Asian stocks: Asian stocks cautious as markets await Nvidia: Markets roundup

Asian stocks opened lower after a slow day financial worldas traders seek Nvidia Corporation.The results offer clues as to whether the artificial intelligence euphoria that has fueled the bull market has further room to grow.

Benchmark stock indexes in Japan and Australia fell on Wednesday, while U.S. equity contracts also declined. With the artificial intelligence giant set to report earnings after Wednesday’s session, weak sentiment toward the market technology sectortriggered by disappointing results earlier this week from Chinese e-commerce firm PDD, may persist.

Investors are bracing for big swings in Nvidia stock after the company reports its $3.2 trillion earnings. Trading in the options market implies a move of nearly 10% in either direction on the day after the results. The stock is up about 160% this year and 1,000% since its October 2022 bear market low.

“We remain optimistic, but risks are now skewed to the downside in the very near term,” Wolfe Research’s Chris Senyek said of markets ahead of a key U.S. payrolls report on Sept. 6. “From a seasonal perspective, we are entering a weaker period that is further amplified in election years.”

Bloomberg

Elsewhere, Bitcoin fell below the $60,000 level on Wednesday morning as part of a broader cryptocurrency market pullback that included a sharp drop in the second-largest token, ether. Oil rose after falling on Tuesday to end a three-day rally. The S&P 500 edged up slightly to around $5,625 on Tuesday, while the Nasdaq 100 rose 0.3%. A closely watched gauge of chipmakers added 1.1%. Nvidia Treasuries rose 1.5%. Bonds opened higher in early Asian trading after 10-year yields rose a basis point on Tuesday to 3.82% and a $69 billion sale of two-year bonds was welcomed. Australian bond yields were steady ahead of the country’s monthly inflation data. Federal Reserve Despite economic policies, the state of the economy and the US presidential race, at least one thing seems clear on Wall Street: AI spending remains key.

Concerns about the performance of those investments contributed to a recent sell-off in the tech sector, though that decline was easily exploited. Chip and artificial intelligence hardware companies have led the Nasdaq 100’s rally from its August low, with Nvidia up about 30%.

Nvidia accounts for more than 6% of the S&P 500’s market capitalization in terms of its weight in the index, so “it’s an increasingly important component of the direction the market is trending and the momentum,” Matt Stucky of Northwestern Mutual Wealth Management told Bloomberg Surveillance.

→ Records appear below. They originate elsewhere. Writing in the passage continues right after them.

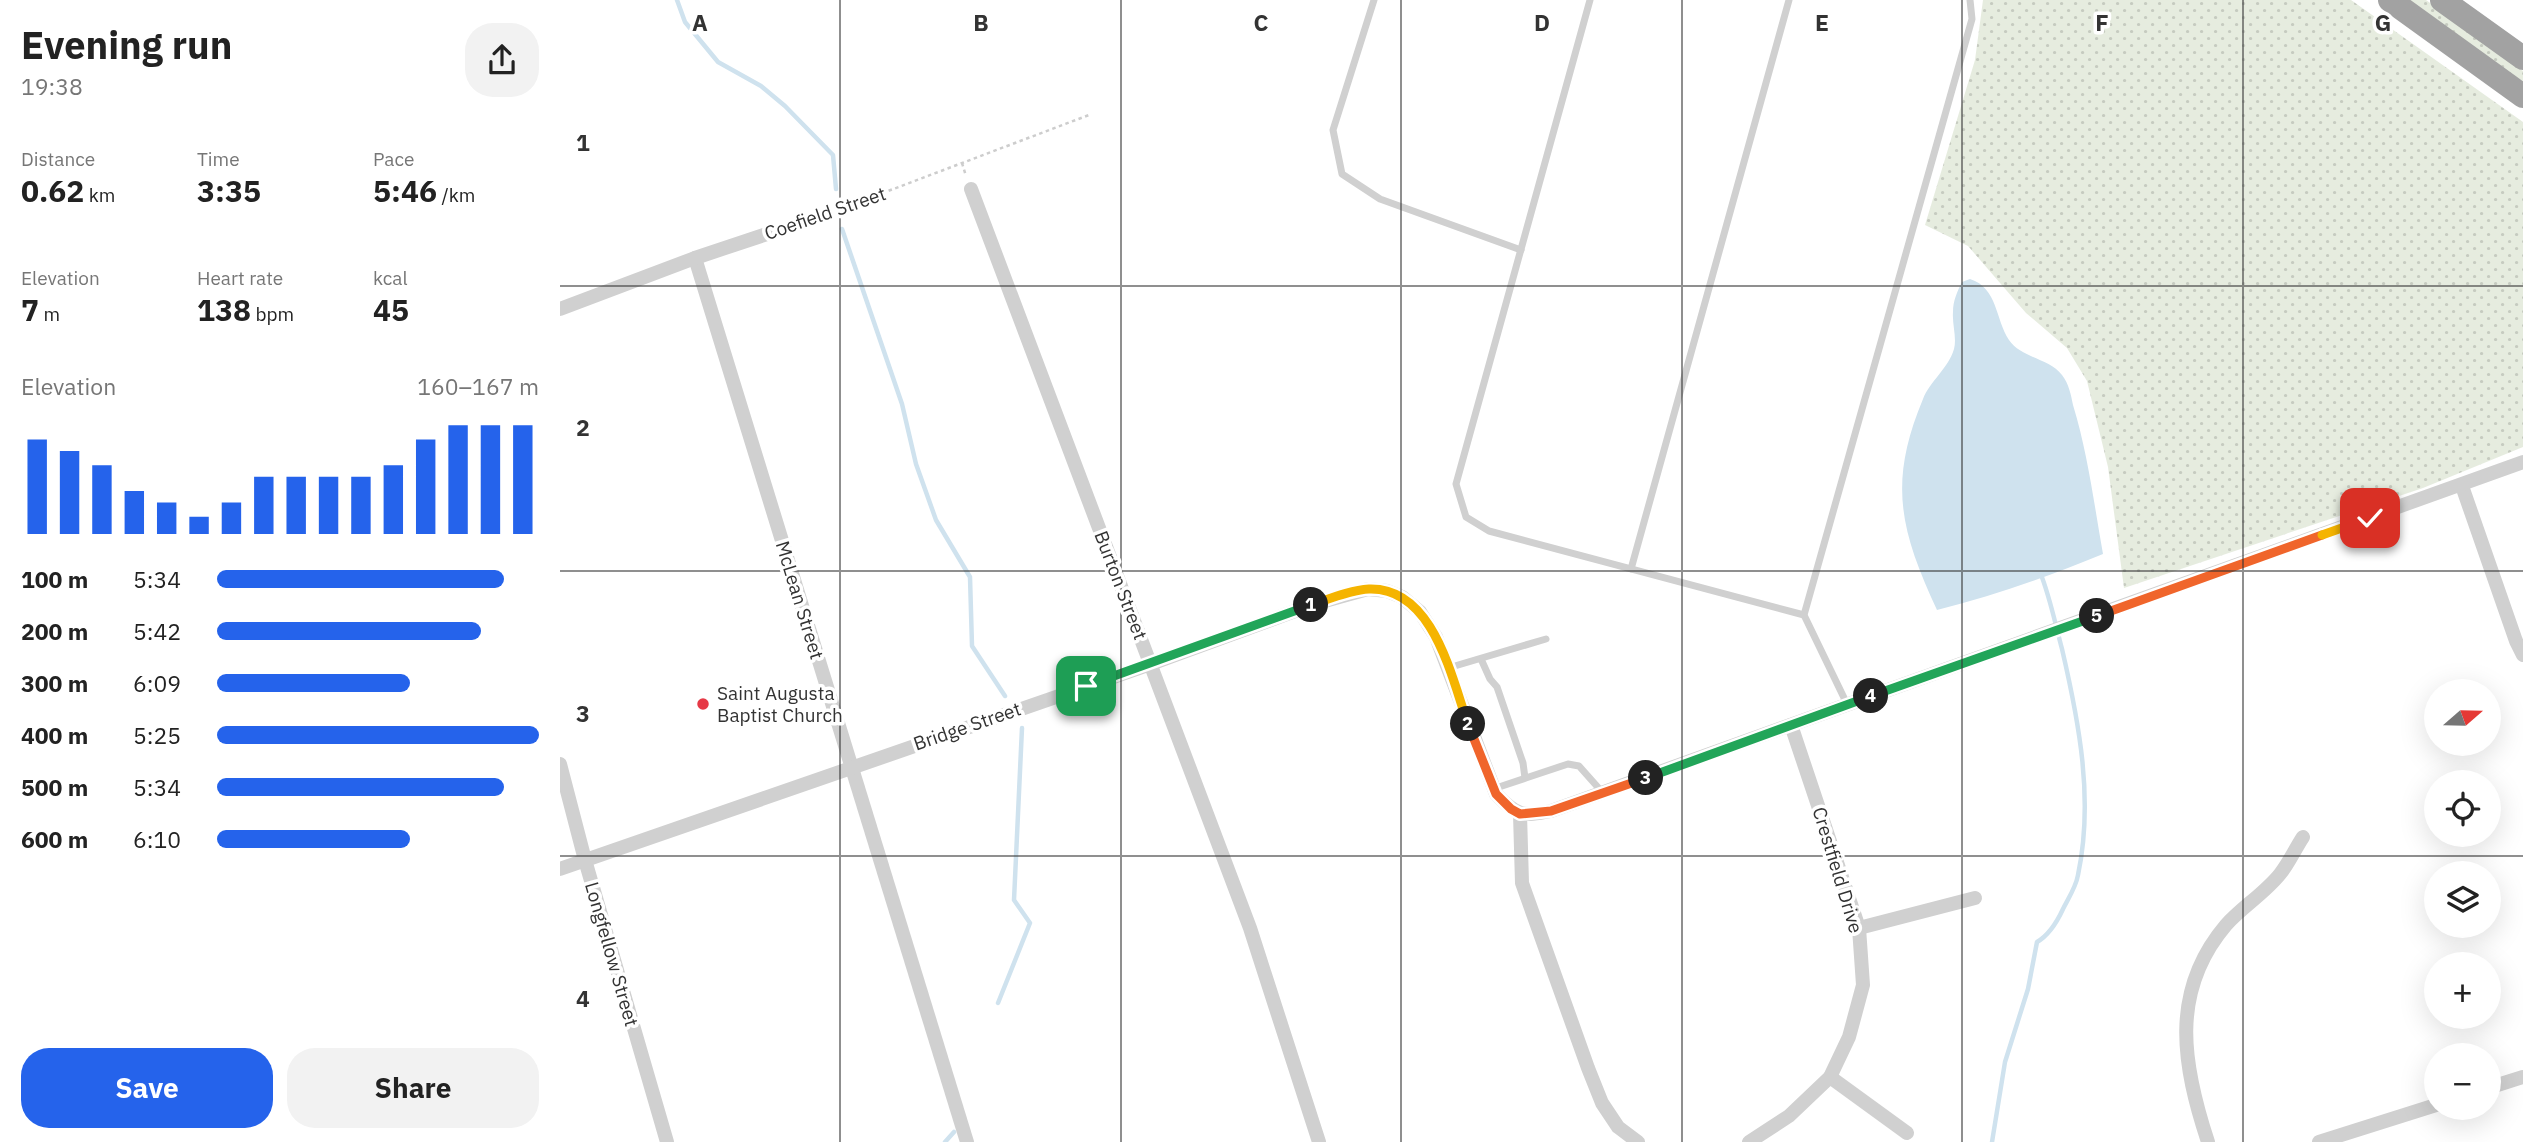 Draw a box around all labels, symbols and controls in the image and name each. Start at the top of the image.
text: A [692,7,708,37]
text: B [973,7,989,37]
text: C [1254,7,1269,37]
text: D [1534,7,1550,37]
text: E [1815,7,1829,37]
text: F [2095,7,2109,37]
text: G [2375,7,2391,37]
text: Evening run [21,20,232,69]
button: share [465,23,539,97]
text: 19:38 [21,71,83,101]
text: 1 [576,127,590,157]
text: Distance [21,147,95,171]
text: Time [197,147,240,171]
text: Pace [373,147,414,171]
text: 0.62 [21,171,84,210]
text: 3:35 [197,171,261,210]
text: 5:46 [373,171,437,210]
street label: Coefield Street [761,181,889,245]
text: km [84,183,115,207]
text: /km [437,183,475,207]
text: Elevation [21,266,100,290]
text: Heart rate [197,266,283,290]
text: kcal [373,266,408,290]
text: 7 [21,290,39,329]
text: 138 [197,290,251,329]
text: 45 [373,290,409,329]
text: m [39,302,60,326]
text: bpm [251,302,294,326]
text: Elevation [21,371,116,401]
text: 160–167 m [417,371,539,401]
text: 2 [576,412,590,442]
pin [2340,488,2400,548]
icon: check [2351,499,2389,537]
street label: Burton Street [1089,527,1153,643]
street label: McLean Street [771,538,829,662]
text: 100 m [21,564,88,594]
text: 5:34 [133,564,181,594]
pin: 1 [1294,588,1328,622]
text: 1 [1305,592,1316,616]
pin: 5 [2080,598,2114,634]
text: 5 [2091,603,2102,627]
text: 200 m [21,616,88,646]
text: 5:42 [133,616,181,646]
pin [1056,656,1116,716]
icon: arrive [1067,667,1105,705]
text: 300 m [21,668,88,698]
text: 6:09 [133,668,181,698]
pin: 4 [1854,678,1888,714]
north arrow [2424,679,2501,756]
map controls [2424,679,2501,1120]
place label: Saint Augusta Baptist Church [717,681,843,727]
text: 4 [1865,683,1876,707]
marker: Saint Augusta Baptist Church [695,696,711,712]
street label: Bridge Street [910,696,1024,756]
text: 3 [576,698,590,728]
pin: 2 [1450,706,1486,742]
text: 2 [1462,711,1473,735]
text: 400 m [21,720,88,750]
text: 5:25 [133,720,181,750]
pin: 3 [1628,760,1664,796]
text: 3 [1640,765,1651,789]
button: locate [2424,770,2501,847]
text: 500 m [21,772,88,802]
text: 5:34 [133,772,181,802]
street label: Crestfield Drive [1807,804,1869,936]
text: 600 m [21,824,88,854]
text: 6:10 [133,824,181,854]
button: layers [2424,861,2501,938]
street label: Longfellow Street [580,879,644,1029]
button: + [2424,952,2501,1029]
text: 4 [576,983,590,1013]
button: − [2424,1043,2501,1120]
button: Save [21,1048,273,1128]
button: Share [287,1048,539,1128]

If the chipmaking giant misses expectations — or even just meets them — “I think it’s more of a risk-off environment,” he said, “not necessarily fuel for rotation.”

Analysts, on average, predict the chipmaking giant will project revenue growth of more than 70% for the current quarter. Some estimate an even higher increase. Nvidia’s results and forecasts will also serve as a barometer for AI spending across much of the tech industry.

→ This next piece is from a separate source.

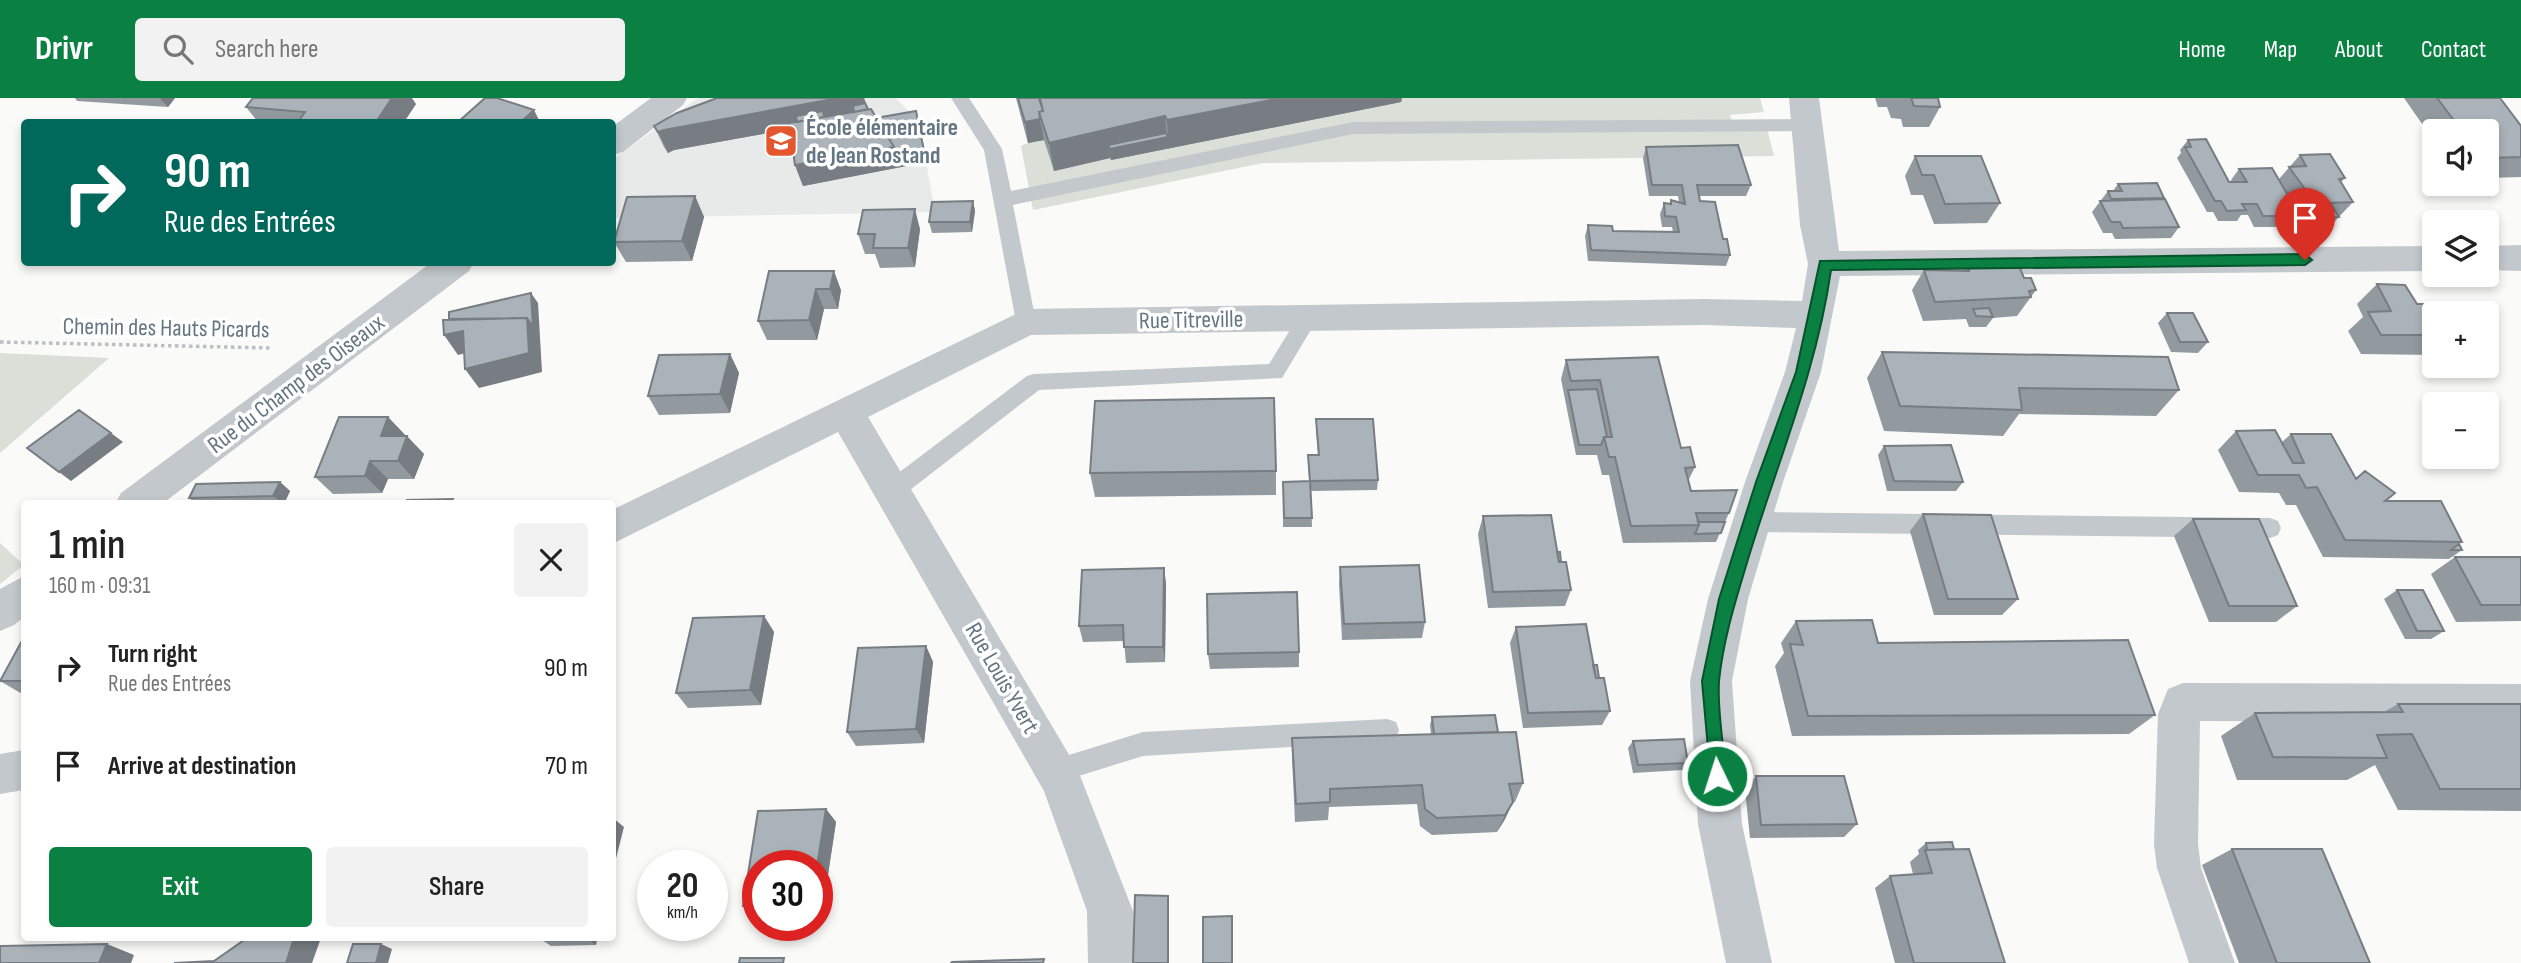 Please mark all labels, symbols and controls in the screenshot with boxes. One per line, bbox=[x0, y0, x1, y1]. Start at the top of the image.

On the economic front, data showed US consumer confidence rose to a six-month high in August as more optimistic views of the economy and inflation offset weakening optimism about the labor market.

While the S&P 500 is now almost back to its all-time high in the wake of Powell’s recent dovish message, underlying risk premiums are still somewhat larger than before the July correction began and the “AI” all-conquering narrative has yet to fully recover, according to Capital Economics’ Jonas Goltermann.

“If the U.S. economy achieves a soft landing, as we continue to anticipate, and enthusiasm around AI picks up further, we forecast the S&P 500 will hit 6,000 by year-end,” he said.